Yahoo announced on Thursday that it would follow Google's plan in creating an encrypted email system for its users.
The encryption for the emails will make it impossible for hackers and other third party access points to crack the emails and store them. In June, Internet giant Google also announced that they will soon start a project to make their email system more hack-proof. Yahoo's announcement sparked excitement over email users for both Yahoo and Google command the highest number of email accounts today. Yahoo has 273 million email users while Google has 366 million users as of December 2013.
The two search engine giants stated that the encryption will be an optional tool for their users. It can be activated and deactivated anytime.
If both companies are successful in this venture, it will be a huge step in protecting the consumer's email accounts. This will also show how tech companies revolutionize their strategies after whistleblower Edward Snowden revealed how the government has been spying on its people through email, text messaging, calls, and Internet browsing history.

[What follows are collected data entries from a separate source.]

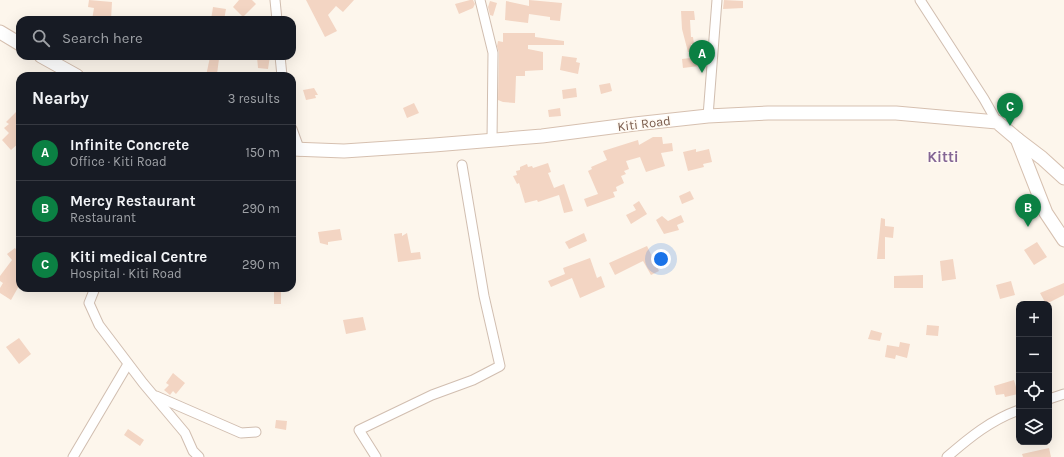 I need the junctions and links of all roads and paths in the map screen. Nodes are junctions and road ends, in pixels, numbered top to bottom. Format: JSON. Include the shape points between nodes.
{"nodes":[{"id":1,"x":275,"y":0,"type":"edge"},
{"id":2,"x":480,"y":0,"type":"edge"},
{"id":3,"x":718,"y":0,"type":"edge"},
{"id":4,"x":920,"y":0,"type":"edge"},
{"id":5,"x":277,"y":16,"type":"edge"},
{"id":6,"x":0,"y":32,"type":"edge"},
{"id":7,"x":16,"y":42,"type":"edge"},
{"id":8,"x":48,"y":60,"type":"edge"},
{"id":9,"x":280,"y":60,"type":"edge"},
{"id":10,"x":70,"y":72,"type":"edge"},
{"id":11,"x":282,"y":72,"type":"edge"},
{"id":12,"x":708,"y":116,"type":"junction"},
{"id":13,"x":997,"y":122,"type":"junction"},
{"id":14,"x":1017,"y":139,"type":"junction"},
{"id":15,"x":492,"y":140,"type":"junction"},
{"id":16,"x":296,"y":150,"type":"edge"},
{"id":17,"x":462,"y":165,"type":"dead end"},
{"id":18,"x":1064,"y":178,"type":"edge"},
{"id":19,"x":1064,"y":240,"type":"edge"},
{"id":20,"x":93,"y":292,"type":"edge"},
{"id":21,"x":128,"y":364,"type":"junction"},
{"id":22,"x":1064,"y":394,"type":"edge"},
{"id":23,"x":153,"y":395,"type":"junction"},
{"id":24,"x":1052,"y":398,"type":"edge"},
{"id":25,"x":1016,"y":411,"type":"edge"},
{"id":26,"x":256,"y":432,"type":"dead end"},
{"id":27,"x":73,"y":457,"type":"edge"},
{"id":28,"x":199,"y":457,"type":"edge"},
{"id":29,"x":376,"y":457,"type":"edge"},
{"id":30,"x":947,"y":457,"type":"edge"}],
"edges":[{"from":1,"to":5,"type":"street"},
{"from":2,"to":15,"type":"street","via":[[493,53]]},
{"from":3,"to":12,"type":"street"},
{"from":4,"to":13,"type":"street"},
{"from":6,"to":7,"type":"street"},
{"from":8,"to":10,"type":"street"},
{"from":9,"to":11,"type":"street"},
{"from":12,"to":13,"type":"street","name":"Kiti Road","via":[[888,113]]},
{"from":12,"to":15,"type":"street","name":"Kiti Road"},
{"from":13,"to":14,"type":"street"},
{"from":14,"to":18,"type":"street"},
{"from":14,"to":19,"type":"street","via":[[1046,214]]},
{"from":15,"to":16,"type":"street","name":"Kiti Road","via":[[366,149]]},
{"from":17,"to":29,"type":"street","via":[[484,296],[500,366],[358,430]]},
{"from":20,"to":21,"type":"street","via":[[89,303],[92,313]]},
{"from":21,"to":23,"type":"street"},
{"from":21,"to":27,"type":"street"},
{"from":22,"to":24,"type":"street"},
{"from":23,"to":26,"type":"street","via":[[241,434]]},
{"from":23,"to":28,"type":"street","via":[[186,433],[193,451]]},
{"from":25,"to":30,"type":"street","via":[[994,420]]}]} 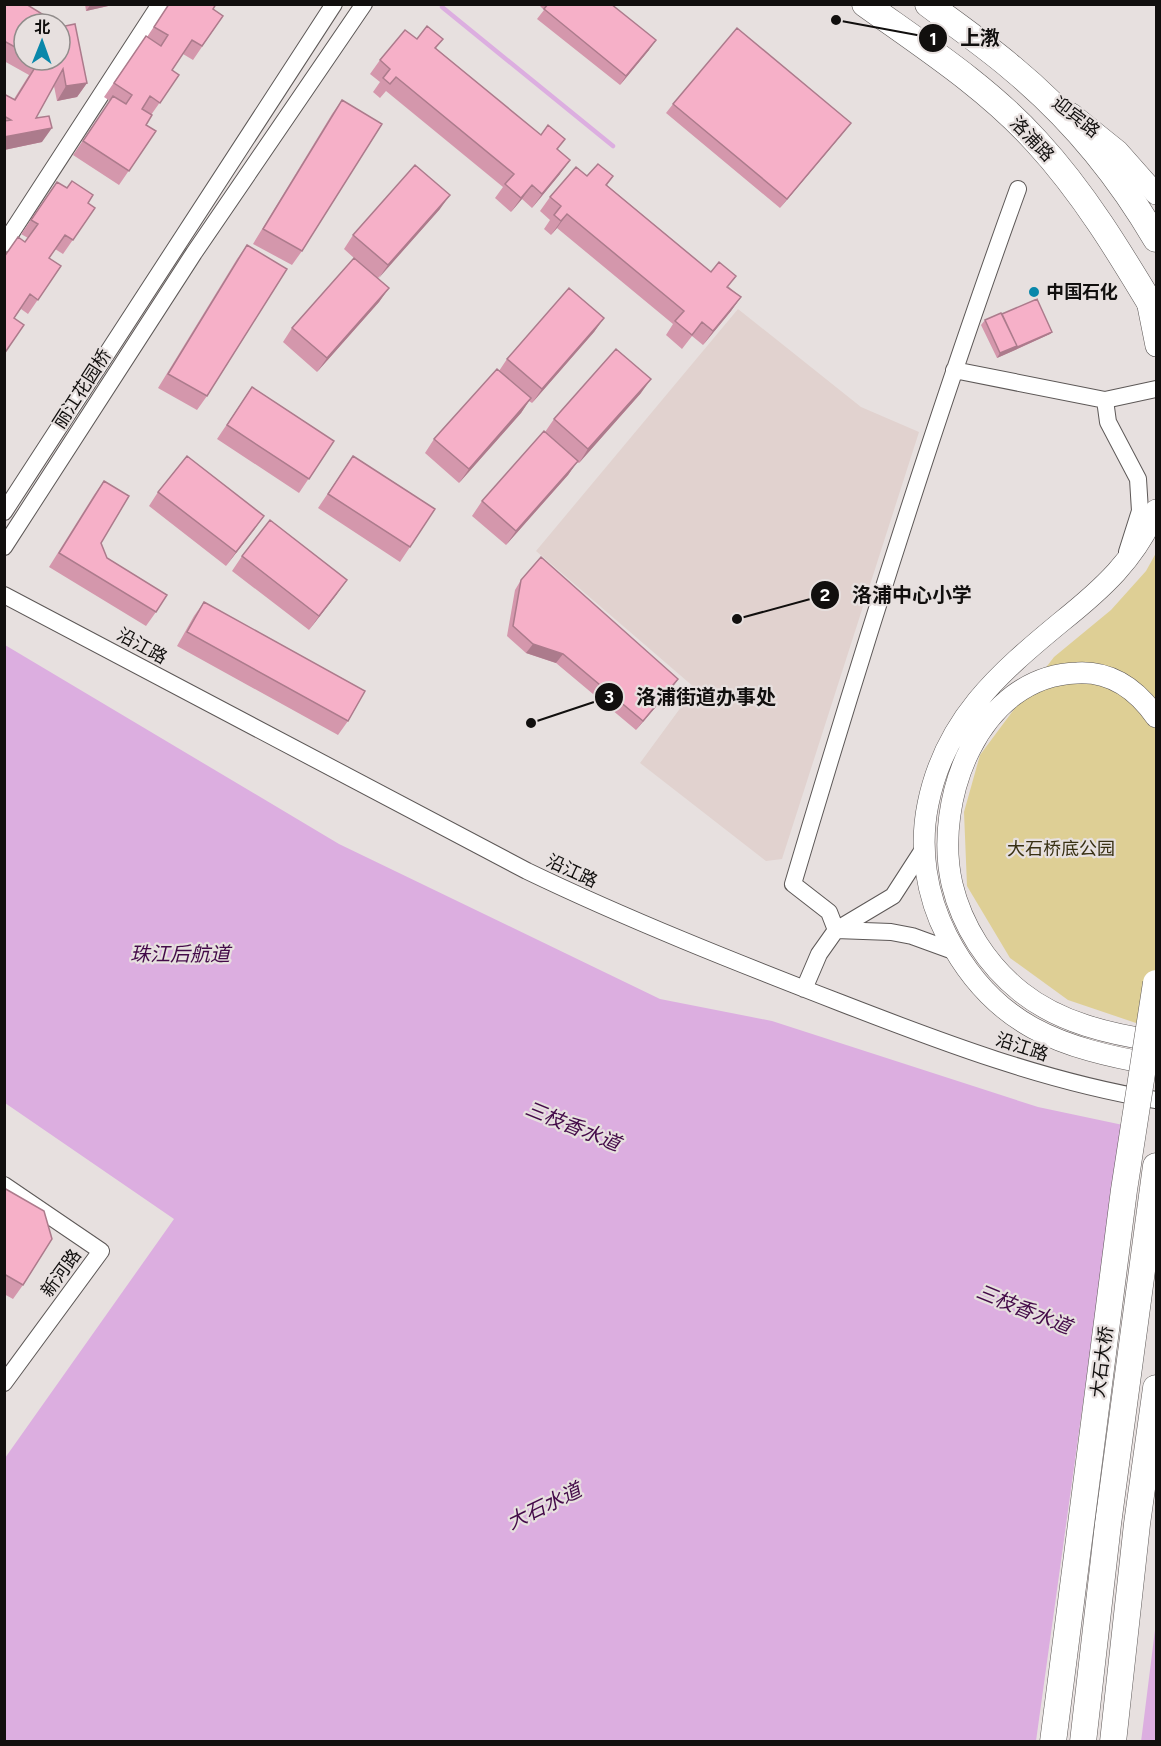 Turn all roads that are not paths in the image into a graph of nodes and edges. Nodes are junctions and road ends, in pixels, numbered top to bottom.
1 (160, 4) edge
2 (334, 4) edge
3 (364, 4) edge
4 (865, 4) edge
5 (928, 4) edge
6 (987, 48) junction
7 (1018, 189) dead end
8 (1156, 194) edge
9 (1156, 239) edge
10 (4, 244) edge
11 (1151, 304) edge
12 (1156, 346) edge
13 (954, 370) junction
14 (1156, 389) edge
15 (1105, 400) junction
16 (1156, 510) edge
17 (4, 512) edge
18 (4, 547) edge
19 (1119, 572) junction
20 (4, 595) edge
21 (1156, 717) edge
22 (924, 848) junction
23 (836, 930) junction
24 (956, 952) junction
25 (1156, 983) edge
26 (804, 989) junction
27 (1156, 1041) edge
28 (1156, 1065) edge
29 (1156, 1100) edge
30 (1156, 1166) edge
31 (4, 1185) edge
32 (4, 1383) edge
33 (1156, 1388) edge
34 (1053, 1742) edge
35 (1083, 1742) edge
36 (1113, 1742) edge

1 - 10 street
2 - 17 street, 丽江花园桥
3 - 18 street, 丽江花园桥
4 - 11 highway, 洛浦路
5 - 6 highway
6 - 8 main road, 迎宾路
6 - 9 highway
7 - 13 street
11 - 12 main road
13 - 15 street
13 - 23 street
14 - 15 street
15 - 19 street
16 - 19 main road
19 - 22 main road
20 - 26 street, 沿江路
21 - 27 main road
22 - 23 street
22 - 24 main road
23 - 24 street
23 - 26 street
24 - 28 main road
25 - 34 highway, 大石大桥, bridge
26 - 29 street, 沿江路
30 - 35 highway, 大石大桥
31 - 32 street, 新河路
33 - 36 highway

Yahoo's encryption system will primarily use a PGP encryption, a form of encryption no one has cracked yet. In this encryption system, each email user will be given an encryption key that should be stored on all of their devices which they use to access their email.
In an interview, Alex Stamos, Yahoo's chief information security officer told the Wall Street Journal that introducing this new security tool to the public might be quite challenging. One of the biggest hurdles that they have to face is the fact that PGP encryption only protects the content of the message, not the other metadata such as the message source and the email's subject line.

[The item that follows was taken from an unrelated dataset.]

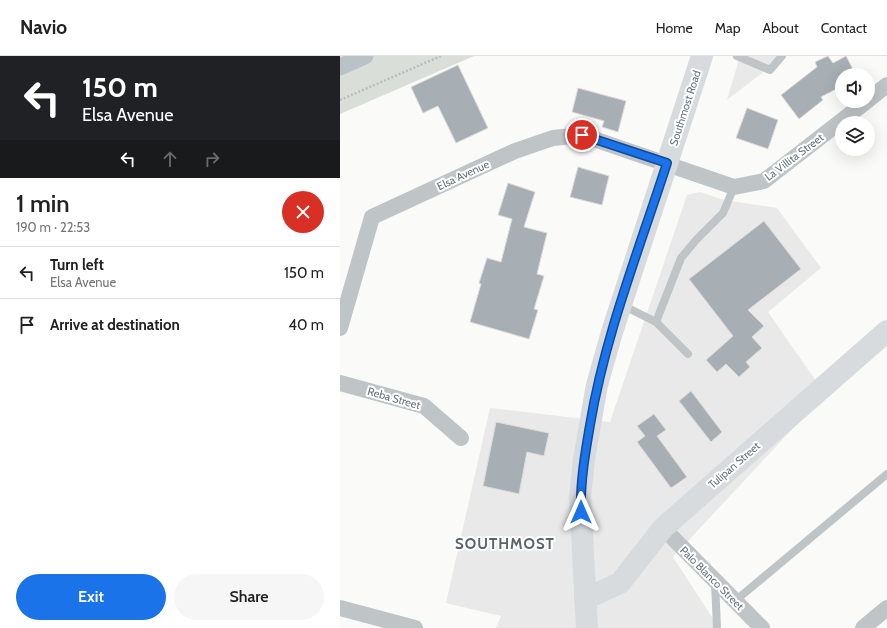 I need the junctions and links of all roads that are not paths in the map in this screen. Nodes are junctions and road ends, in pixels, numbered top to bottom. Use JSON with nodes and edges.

"We have to make it to clear to people it is not secret you're emailing your priest," Stamos said in an interview at the Black Hat security conference, as quoted by the Wall Street Journal. "But the content of what you're emailing him is secret."
In addition, USA Today reported that Google will begin ranking encrypted sites higher than those that don't have encryptions. An encrypted site has an HTTPS address while a non-encrypted is the regular HTTP.